Records from a collection
++++++++++

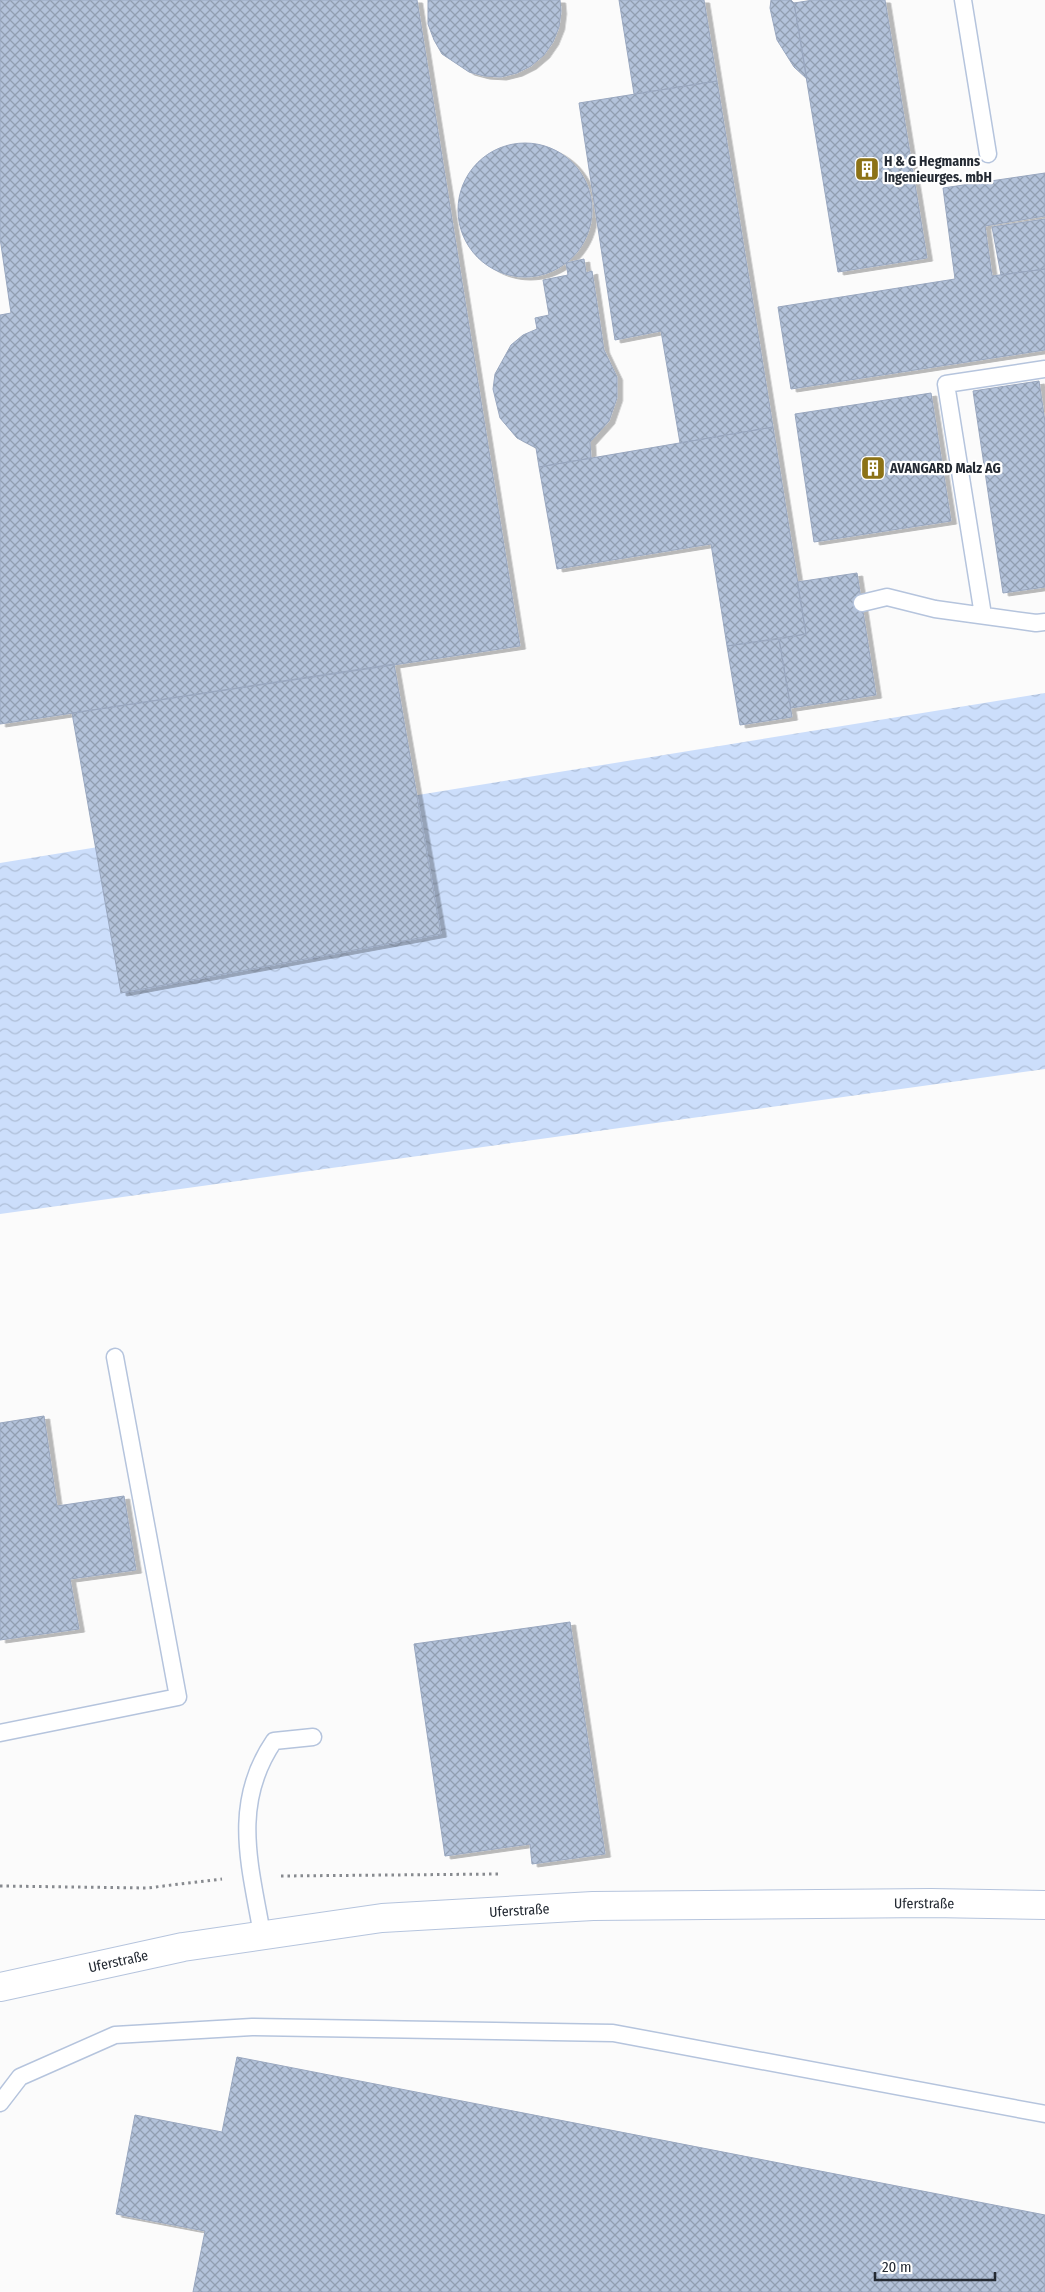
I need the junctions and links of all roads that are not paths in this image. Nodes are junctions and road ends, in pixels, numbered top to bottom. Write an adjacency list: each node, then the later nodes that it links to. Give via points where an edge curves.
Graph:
1 (963, 0): 2 (lane)
2 (988, 154)
3 (1045, 369): 5 (lane, via 946,384)
4 (862, 603): 5 (lane, via 887,597 936,609)
5 (983, 615): 6 (lane, via 1036,624)
6 (1045, 622)
7 (115, 1357): 8 (lane, via 178,1697)
8 (0, 1733)
9 (312, 1737): 11 (lane, via 274,1741 267,1750 250,1793 246,1841)
10 (1045, 1905): 11 (main road, Uferstraße, via 593,1906 382,1918)
11 (262, 1934): 12 (main road, Uferstraße, via 183,1947)
12 (0, 1987)
13 (0, 2103): 14 (lane, via 20,2077 116,2034 252,2027 613,2033)
14 (1045, 2114)

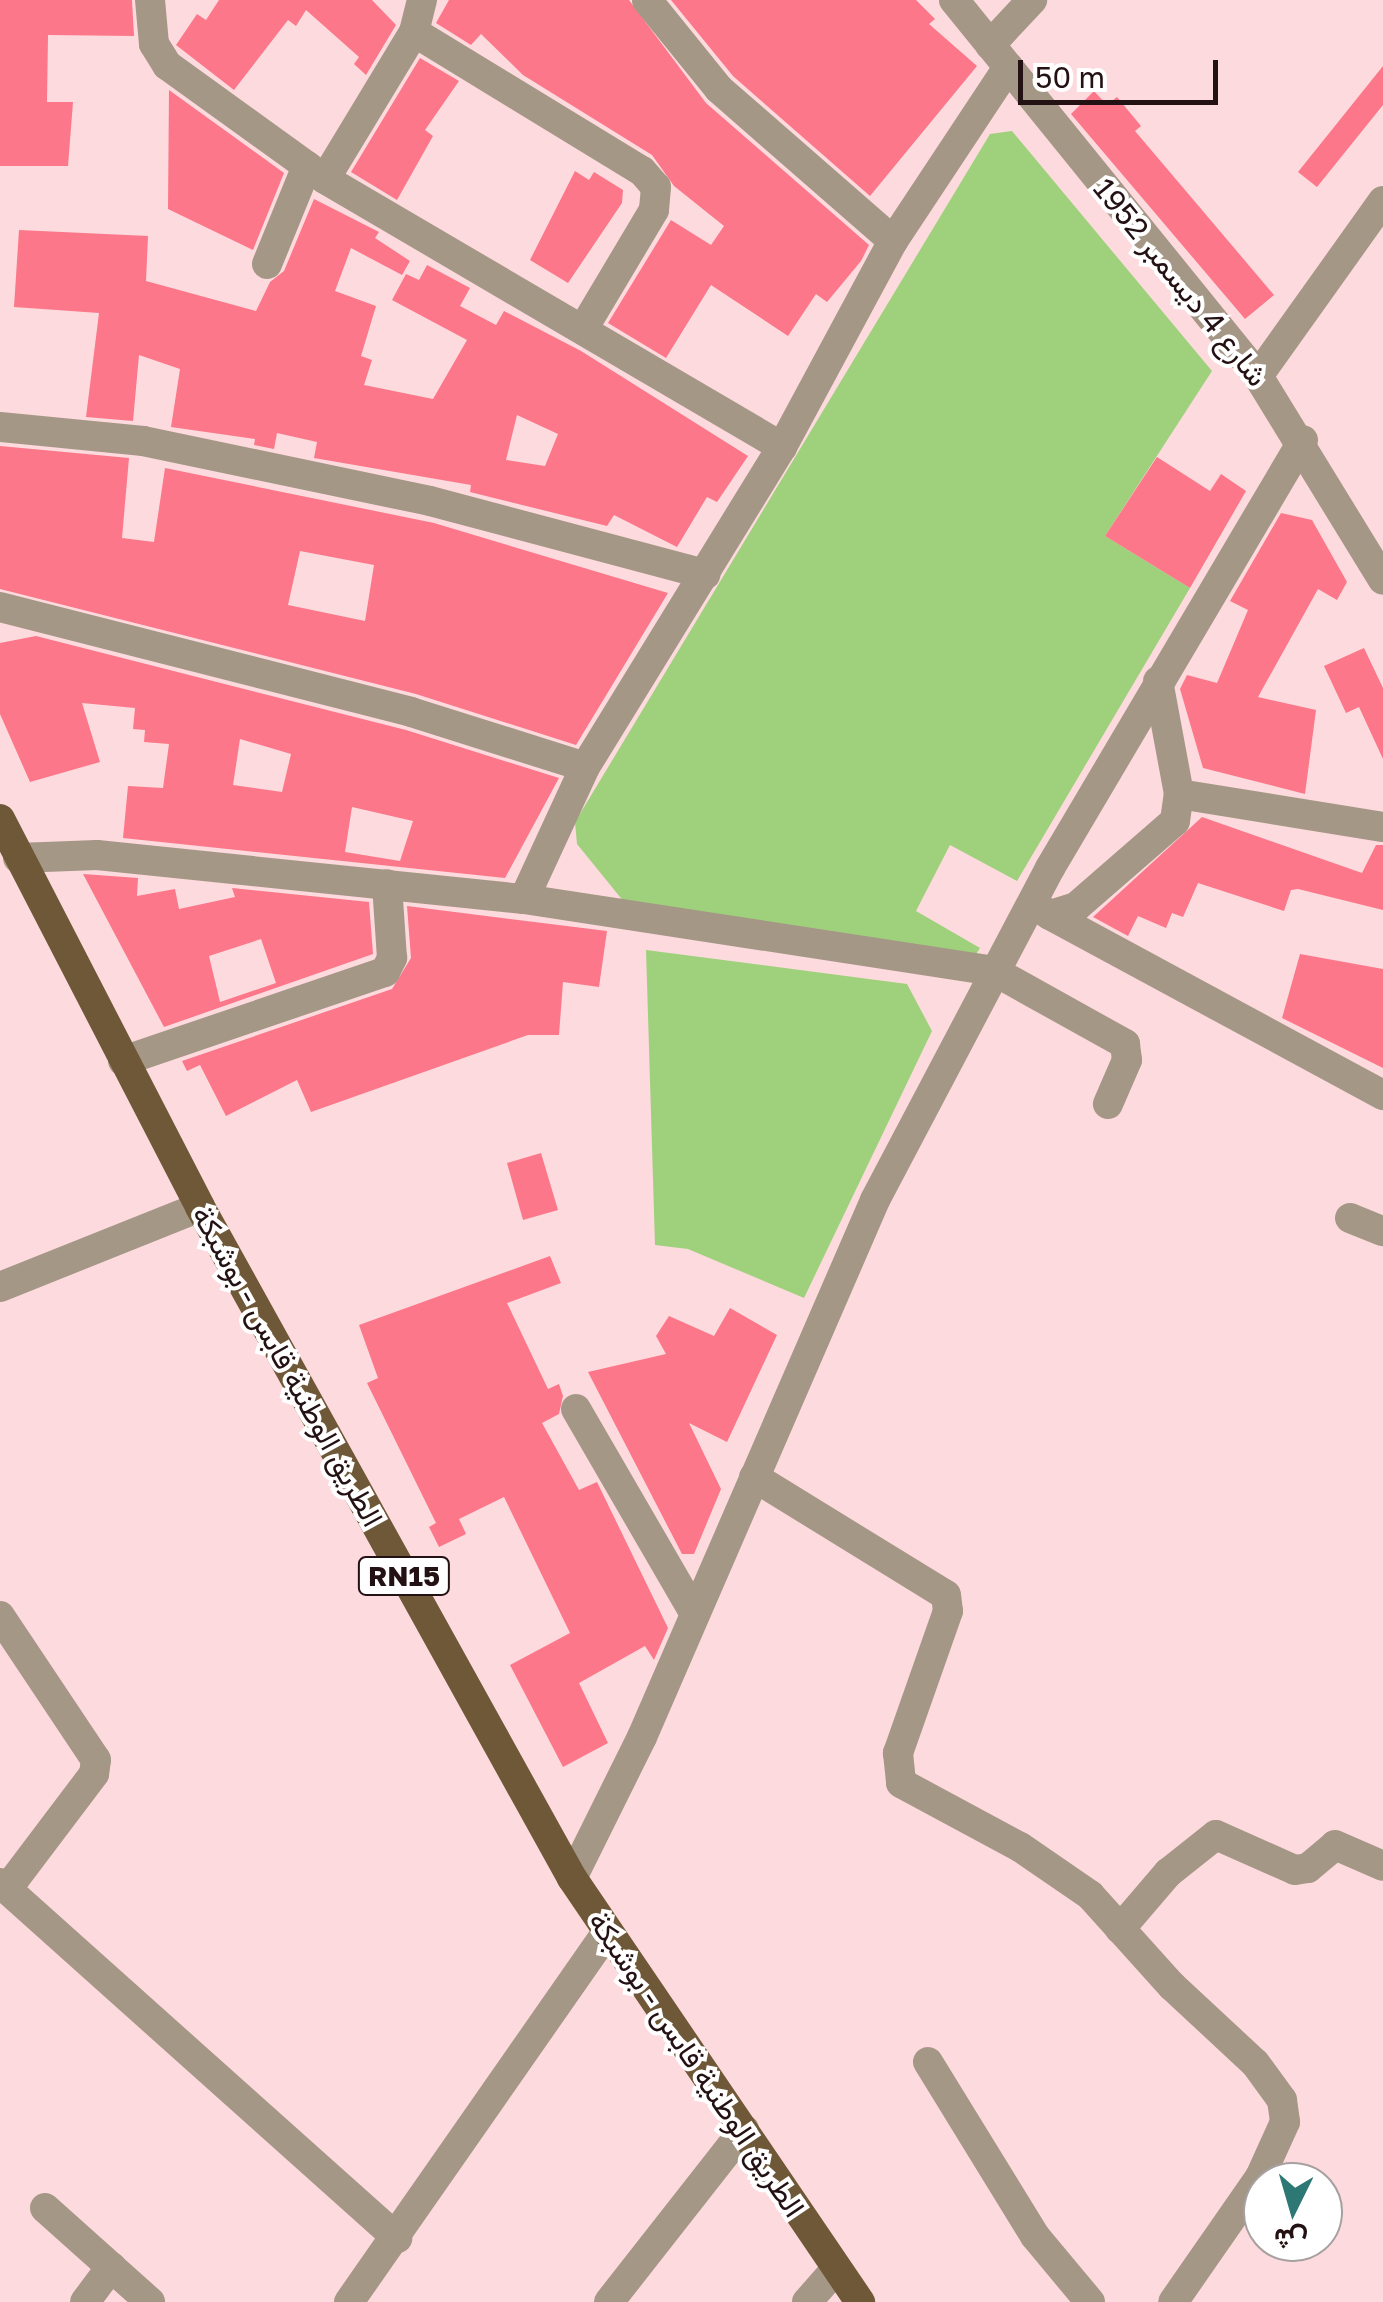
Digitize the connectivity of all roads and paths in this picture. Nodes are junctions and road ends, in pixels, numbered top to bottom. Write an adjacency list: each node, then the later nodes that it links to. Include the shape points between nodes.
1 (150, 0): 8 (street, via 154,44 167,65)
2 (422, 0): 6 (street)
3 (647, 0): 10 (street, via 719,88)
4 (954, 0): 7 (street, شارع 4 ديسمبر 1952)
5 (1032, 0): 7 (street)
6 (414, 32): 8 (street); 12 (street, via 642,171 656,187 654,210)
7 (999, 56): 10 (street); 13 (street, شارع 4 ديسمبر 1952)
8 (316, 172): 11 (street); 12 (street)
9 (1383, 201): 13 (street)
10 (893, 241): 16 (street)
11 (266, 264)
12 (583, 329): 16 (street)
13 (1258, 376): 15 (street, شارع 4 ديسمبر 1952)
14 (0, 427): 17 (street, via 143,440 430,502)
15 (1303, 440): 18 (street, شارع 4 ديسمبر 1952); 20 (street)
16 (782, 447): 17 (street)
17 (705, 574): 21 (street)
18 (1383, 580)
19 (0, 607): 21 (street, via 411,712)
20 (1158, 680): 22 (street); 30 (street)
21 (585, 767): 25 (street)
22 (1178, 794): 24 (street); 30 (street, via 1175,821 1090,897)
23 (0, 819): 26 (main road, الطريق الوطنية قابس - بوشبكة / RN15)
24 (1383, 827)
25 (543, 849): 28 (street); 29 (street)
26 (18, 858): 27 (street, via 97,854); 32 (main road, الطريق الوطنية قابس - بوشبكة / RN15)
27 (387, 884): 28 (street); 32 (street, via 392,958 386,972)
28 (524, 899): 29 (street)
29 (566, 906): 31 (street)
30 (1041, 910): 31 (street); 33 (street)
31 (994, 971): 34 (street, via 1125,1044 1128,1060); 40 (street, via 876,1200)
32 (124, 1061): 35 (main road, الطريق الوطنية قابس - بوشبكة / RN15)
33 (1383, 1095)
34 (1108, 1104)
35 (200, 1208): 38 (street); 44 (main road, الطريق الوطنية قابس - بوشبكة / RN15)
36 (1350, 1218): 37 (street)
37 (1383, 1231)
38 (0, 1287)
39 (576, 1409): 41 (street)
40 (754, 1477): 41 (street); 46 (street, via 946,1594 944,1623 898,1753 901,1782 1054,1869 1090,1895)
41 (695, 1614): 44 (street)
42 (0, 1616): 45 (street, via 96,1760 94,1774)
43 (1383, 1866): 46 (street, via 1334,1846 1308,1868 1295,1870 1216,1835 1182,1860)
44 (572, 1878): 47 (main road, الطريق الوطنية قابس - بوشبكة / RN15)
45 (4, 1886): 51 (street)
46 (1120, 1930): 61 (street, via 1256,2063 1285,2112 1260,2178)
47 (607, 1932): 49 (main road, الطريق الوطنية قابس - بوشبكة / RN15); 51 (street)
48 (928, 2062): 60 (street, via 1035,2236)
49 (744, 2130): 53 (main road, الطريق الوطنية قابس - بوشبكة / RN15); 57 (street)
50 (44, 2208): 52 (street)
51 (397, 2238): 56 (street)
52 (110, 2267): 54 (street); 55 (street)
53 (836, 2268): 58 (street); 59 (main road, الطريق الوطنية قابس - بوشبكة / RN15)
54 (85, 2302)
55 (150, 2302)
56 (350, 2302)
57 (609, 2302)
58 (807, 2302)
59 (860, 2302)
60 (1090, 2302)
61 (1173, 2302)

++++++++++

▶ _TASK_:
Copy out all the data exactly; skip the pictures.

▶ _ANSWER TO THIS PROBLEM_:
I need the junctions and links of all roads that are not paths in this image. Nodes are junctions and road ends, in pixels, numbered top to bottom. Write an adjacency list: each node, then the later nodes that it links to. Give via points where an edge curves.
Graph:
1 (963, 0): 2 (lane)
2 (988, 154)
3 (1045, 369): 5 (lane, via 946,384)
4 (862, 603): 5 (lane, via 887,597 936,609)
5 (983, 615): 6 (lane, via 1036,624)
6 (1045, 622)
7 (115, 1357): 8 (lane, via 178,1697)
8 (0, 1733)
9 (312, 1737): 11 (lane, via 274,1741 267,1750 250,1793 246,1841)
10 (1045, 1905): 11 (main road, Uferstraße, via 593,1906 382,1918)
11 (262, 1934): 12 (main road, Uferstraße, via 183,1947)
12 (0, 1987)
13 (0, 2103): 14 (lane, via 20,2077 116,2034 252,2027 613,2033)
14 (1045, 2114)

Digitize the connectivity of all roads and paths in this picture. Nodes are junctions and road ends, in pixels, numbered top to bottom. Write an adjacency list: each node, then the later nodes that it links to. Include the shape points between nodes.
1 (150, 0): 8 (street, via 154,44 167,65)
2 (422, 0): 6 (street)
3 (647, 0): 10 (street, via 719,88)
4 (954, 0): 7 (street, شارع 4 ديسمبر 1952)
5 (1032, 0): 7 (street)
6 (414, 32): 8 (street); 12 (street, via 642,171 656,187 654,210)
7 (999, 56): 10 (street); 13 (street, شارع 4 ديسمبر 1952)
8 (316, 172): 11 (street); 12 (street)
9 (1383, 201): 13 (street)
10 (893, 241): 16 (street)
11 (266, 264)
12 (583, 329): 16 (street)
13 (1258, 376): 15 (street, شارع 4 ديسمبر 1952)
14 (0, 427): 17 (street, via 143,440 430,502)
15 (1303, 440): 18 (street, شارع 4 ديسمبر 1952); 20 (street)
16 (782, 447): 17 (street)
17 (705, 574): 21 (street)
18 (1383, 580)
19 (0, 607): 21 (street, via 411,712)
20 (1158, 680): 22 (street); 30 (street)
21 (585, 767): 25 (street)
22 (1178, 794): 24 (street); 30 (street, via 1175,821 1090,897)
23 (0, 819): 26 (main road, الطريق الوطنية قابس - بوشبكة / RN15)
24 (1383, 827)
25 (543, 849): 28 (street); 29 (street)
26 (18, 858): 27 (street, via 97,854); 32 (main road, الطريق الوطنية قابس - بوشبكة / RN15)
27 (387, 884): 28 (street); 32 (street, via 392,958 386,972)
28 (524, 899): 29 (street)
29 (566, 906): 31 (street)
30 (1041, 910): 31 (street); 33 (street)
31 (994, 971): 34 (street, via 1125,1044 1128,1060); 40 (street, via 876,1200)
32 (124, 1061): 35 (main road, الطريق الوطنية قابس - بوشبكة / RN15)
33 (1383, 1095)
34 (1108, 1104)
35 (200, 1208): 38 (street); 44 (main road, الطريق الوطنية قابس - بوشبكة / RN15)
36 (1350, 1218): 37 (street)
37 (1383, 1231)
38 (0, 1287)
39 (576, 1409): 41 (street)
40 (754, 1477): 41 (street); 46 (street, via 946,1594 944,1623 898,1753 901,1782 1054,1869 1090,1895)
41 (695, 1614): 44 (street)
42 (0, 1616): 45 (street, via 96,1760 94,1774)
43 (1383, 1866): 46 (street, via 1334,1846 1308,1868 1295,1870 1216,1835 1182,1860)
44 (572, 1878): 47 (main road, الطريق الوطنية قابس - بوشبكة / RN15)
45 (4, 1886): 51 (street)
46 (1120, 1930): 61 (street, via 1256,2063 1285,2112 1260,2178)
47 (607, 1932): 49 (main road, الطريق الوطنية قابس - بوشبكة / RN15); 51 (street)
48 (928, 2062): 60 (street, via 1035,2236)
49 (744, 2130): 53 (main road, الطريق الوطنية قابس - بوشبكة / RN15); 57 (street)
50 (44, 2208): 52 (street)
51 (397, 2238): 56 (street)
52 (110, 2267): 54 (street); 55 (street)
53 (836, 2268): 58 (street); 59 (main road, الطريق الوطنية قابس - بوشبكة / RN15)
54 (85, 2302)
55 (150, 2302)
56 (350, 2302)
57 (609, 2302)
58 (807, 2302)
59 (860, 2302)
60 (1090, 2302)
61 (1173, 2302)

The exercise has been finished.